About this exercise:
Some lines in the data below hold the string "highway". Report how many, as a bare number.

Exercise inputs:
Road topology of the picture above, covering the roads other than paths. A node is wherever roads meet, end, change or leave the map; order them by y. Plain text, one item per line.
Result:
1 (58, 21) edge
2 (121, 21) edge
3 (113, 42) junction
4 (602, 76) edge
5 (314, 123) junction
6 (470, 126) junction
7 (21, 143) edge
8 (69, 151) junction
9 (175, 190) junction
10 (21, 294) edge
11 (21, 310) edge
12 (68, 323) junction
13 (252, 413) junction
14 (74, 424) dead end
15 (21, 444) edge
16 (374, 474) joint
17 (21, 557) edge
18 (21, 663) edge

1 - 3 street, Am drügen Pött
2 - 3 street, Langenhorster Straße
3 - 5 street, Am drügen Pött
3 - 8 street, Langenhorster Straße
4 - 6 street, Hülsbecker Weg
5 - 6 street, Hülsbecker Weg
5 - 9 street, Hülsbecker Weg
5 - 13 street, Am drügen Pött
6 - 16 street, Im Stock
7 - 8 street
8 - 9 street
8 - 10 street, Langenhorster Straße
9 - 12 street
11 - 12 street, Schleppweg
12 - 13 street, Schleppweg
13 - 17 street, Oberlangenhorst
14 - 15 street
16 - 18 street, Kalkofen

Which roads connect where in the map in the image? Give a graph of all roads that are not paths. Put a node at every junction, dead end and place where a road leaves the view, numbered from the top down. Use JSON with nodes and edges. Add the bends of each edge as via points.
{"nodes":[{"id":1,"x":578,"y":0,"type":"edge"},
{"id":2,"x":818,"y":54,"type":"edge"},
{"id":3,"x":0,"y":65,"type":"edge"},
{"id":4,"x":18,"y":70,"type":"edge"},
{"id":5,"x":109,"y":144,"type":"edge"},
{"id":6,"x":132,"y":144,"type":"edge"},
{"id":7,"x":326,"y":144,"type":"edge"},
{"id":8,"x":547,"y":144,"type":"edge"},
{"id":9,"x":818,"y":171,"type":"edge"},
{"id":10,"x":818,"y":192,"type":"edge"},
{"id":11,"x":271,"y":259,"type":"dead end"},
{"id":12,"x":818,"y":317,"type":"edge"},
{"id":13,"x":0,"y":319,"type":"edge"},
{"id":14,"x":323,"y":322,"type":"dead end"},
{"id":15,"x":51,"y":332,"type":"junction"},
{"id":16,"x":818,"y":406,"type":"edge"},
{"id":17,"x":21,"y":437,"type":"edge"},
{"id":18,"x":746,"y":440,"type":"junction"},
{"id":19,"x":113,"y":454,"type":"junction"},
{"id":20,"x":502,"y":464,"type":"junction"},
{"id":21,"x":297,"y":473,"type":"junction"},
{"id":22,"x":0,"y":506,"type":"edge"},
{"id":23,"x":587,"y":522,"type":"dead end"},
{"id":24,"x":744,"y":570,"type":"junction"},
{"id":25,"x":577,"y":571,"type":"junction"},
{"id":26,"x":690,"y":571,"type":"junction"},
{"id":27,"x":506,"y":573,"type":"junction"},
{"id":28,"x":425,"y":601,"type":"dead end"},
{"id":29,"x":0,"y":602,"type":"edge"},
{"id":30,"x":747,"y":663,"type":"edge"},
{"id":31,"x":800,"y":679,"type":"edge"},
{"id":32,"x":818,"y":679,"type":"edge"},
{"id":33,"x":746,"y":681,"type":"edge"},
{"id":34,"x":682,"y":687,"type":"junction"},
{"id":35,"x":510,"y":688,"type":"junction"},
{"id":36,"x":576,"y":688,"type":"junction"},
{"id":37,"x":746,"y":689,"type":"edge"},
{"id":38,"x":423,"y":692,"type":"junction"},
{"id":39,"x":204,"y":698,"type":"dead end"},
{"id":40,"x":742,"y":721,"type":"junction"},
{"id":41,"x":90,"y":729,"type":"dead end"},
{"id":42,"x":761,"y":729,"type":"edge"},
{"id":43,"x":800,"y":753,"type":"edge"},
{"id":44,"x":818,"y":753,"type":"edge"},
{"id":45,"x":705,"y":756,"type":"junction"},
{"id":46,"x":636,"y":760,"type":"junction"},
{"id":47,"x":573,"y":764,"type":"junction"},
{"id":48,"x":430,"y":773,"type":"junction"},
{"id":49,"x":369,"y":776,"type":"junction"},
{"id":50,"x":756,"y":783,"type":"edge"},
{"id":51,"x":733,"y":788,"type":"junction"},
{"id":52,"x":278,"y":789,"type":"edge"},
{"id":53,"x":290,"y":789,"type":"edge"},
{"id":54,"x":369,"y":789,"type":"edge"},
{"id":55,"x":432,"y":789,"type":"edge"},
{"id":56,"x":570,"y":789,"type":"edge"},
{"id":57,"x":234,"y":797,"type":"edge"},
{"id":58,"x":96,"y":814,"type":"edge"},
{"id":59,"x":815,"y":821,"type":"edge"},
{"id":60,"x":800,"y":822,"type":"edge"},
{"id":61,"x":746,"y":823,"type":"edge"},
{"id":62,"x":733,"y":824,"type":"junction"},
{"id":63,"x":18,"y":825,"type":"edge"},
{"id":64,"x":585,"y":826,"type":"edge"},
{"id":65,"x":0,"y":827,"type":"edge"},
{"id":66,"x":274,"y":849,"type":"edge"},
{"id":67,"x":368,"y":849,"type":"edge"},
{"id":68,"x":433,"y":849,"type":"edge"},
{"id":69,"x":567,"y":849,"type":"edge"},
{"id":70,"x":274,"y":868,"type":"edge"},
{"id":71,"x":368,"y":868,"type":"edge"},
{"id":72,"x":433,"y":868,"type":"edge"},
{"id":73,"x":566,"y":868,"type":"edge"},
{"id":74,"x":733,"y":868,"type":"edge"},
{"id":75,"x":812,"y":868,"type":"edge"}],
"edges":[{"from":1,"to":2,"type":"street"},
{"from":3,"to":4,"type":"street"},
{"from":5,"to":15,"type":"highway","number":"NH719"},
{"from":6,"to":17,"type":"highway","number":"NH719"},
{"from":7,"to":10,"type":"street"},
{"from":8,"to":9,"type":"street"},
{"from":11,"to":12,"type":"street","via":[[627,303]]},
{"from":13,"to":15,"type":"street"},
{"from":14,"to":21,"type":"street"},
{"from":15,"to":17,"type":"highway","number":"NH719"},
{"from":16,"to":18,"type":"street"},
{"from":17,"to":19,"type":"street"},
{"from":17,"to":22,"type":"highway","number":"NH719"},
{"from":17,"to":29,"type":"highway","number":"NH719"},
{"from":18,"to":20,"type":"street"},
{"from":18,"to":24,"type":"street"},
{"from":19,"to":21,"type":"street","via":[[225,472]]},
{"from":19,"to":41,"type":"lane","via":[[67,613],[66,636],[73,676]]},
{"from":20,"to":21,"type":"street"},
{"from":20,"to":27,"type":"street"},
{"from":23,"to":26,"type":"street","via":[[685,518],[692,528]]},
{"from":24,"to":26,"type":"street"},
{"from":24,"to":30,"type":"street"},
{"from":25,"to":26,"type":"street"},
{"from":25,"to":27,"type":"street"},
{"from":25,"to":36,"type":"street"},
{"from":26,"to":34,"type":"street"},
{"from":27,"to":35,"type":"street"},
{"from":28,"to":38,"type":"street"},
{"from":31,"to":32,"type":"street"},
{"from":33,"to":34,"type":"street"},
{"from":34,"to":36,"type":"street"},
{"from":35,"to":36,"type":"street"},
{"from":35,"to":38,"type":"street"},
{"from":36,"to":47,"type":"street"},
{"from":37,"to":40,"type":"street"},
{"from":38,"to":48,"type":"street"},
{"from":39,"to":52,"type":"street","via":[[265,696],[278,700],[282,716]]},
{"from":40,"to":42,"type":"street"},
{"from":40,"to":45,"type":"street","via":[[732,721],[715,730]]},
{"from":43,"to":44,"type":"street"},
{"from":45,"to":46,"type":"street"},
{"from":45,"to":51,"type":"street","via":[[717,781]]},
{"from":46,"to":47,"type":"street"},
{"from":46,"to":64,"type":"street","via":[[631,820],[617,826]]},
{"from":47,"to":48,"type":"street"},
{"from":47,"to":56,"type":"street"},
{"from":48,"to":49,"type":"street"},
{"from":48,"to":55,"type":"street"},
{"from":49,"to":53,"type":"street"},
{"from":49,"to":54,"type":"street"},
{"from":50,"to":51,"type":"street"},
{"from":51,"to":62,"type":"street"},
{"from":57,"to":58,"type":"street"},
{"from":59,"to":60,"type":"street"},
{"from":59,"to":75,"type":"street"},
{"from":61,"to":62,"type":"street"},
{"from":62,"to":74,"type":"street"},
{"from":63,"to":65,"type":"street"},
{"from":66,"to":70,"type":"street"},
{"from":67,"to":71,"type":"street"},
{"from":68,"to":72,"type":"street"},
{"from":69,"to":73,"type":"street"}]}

Problem solution:
5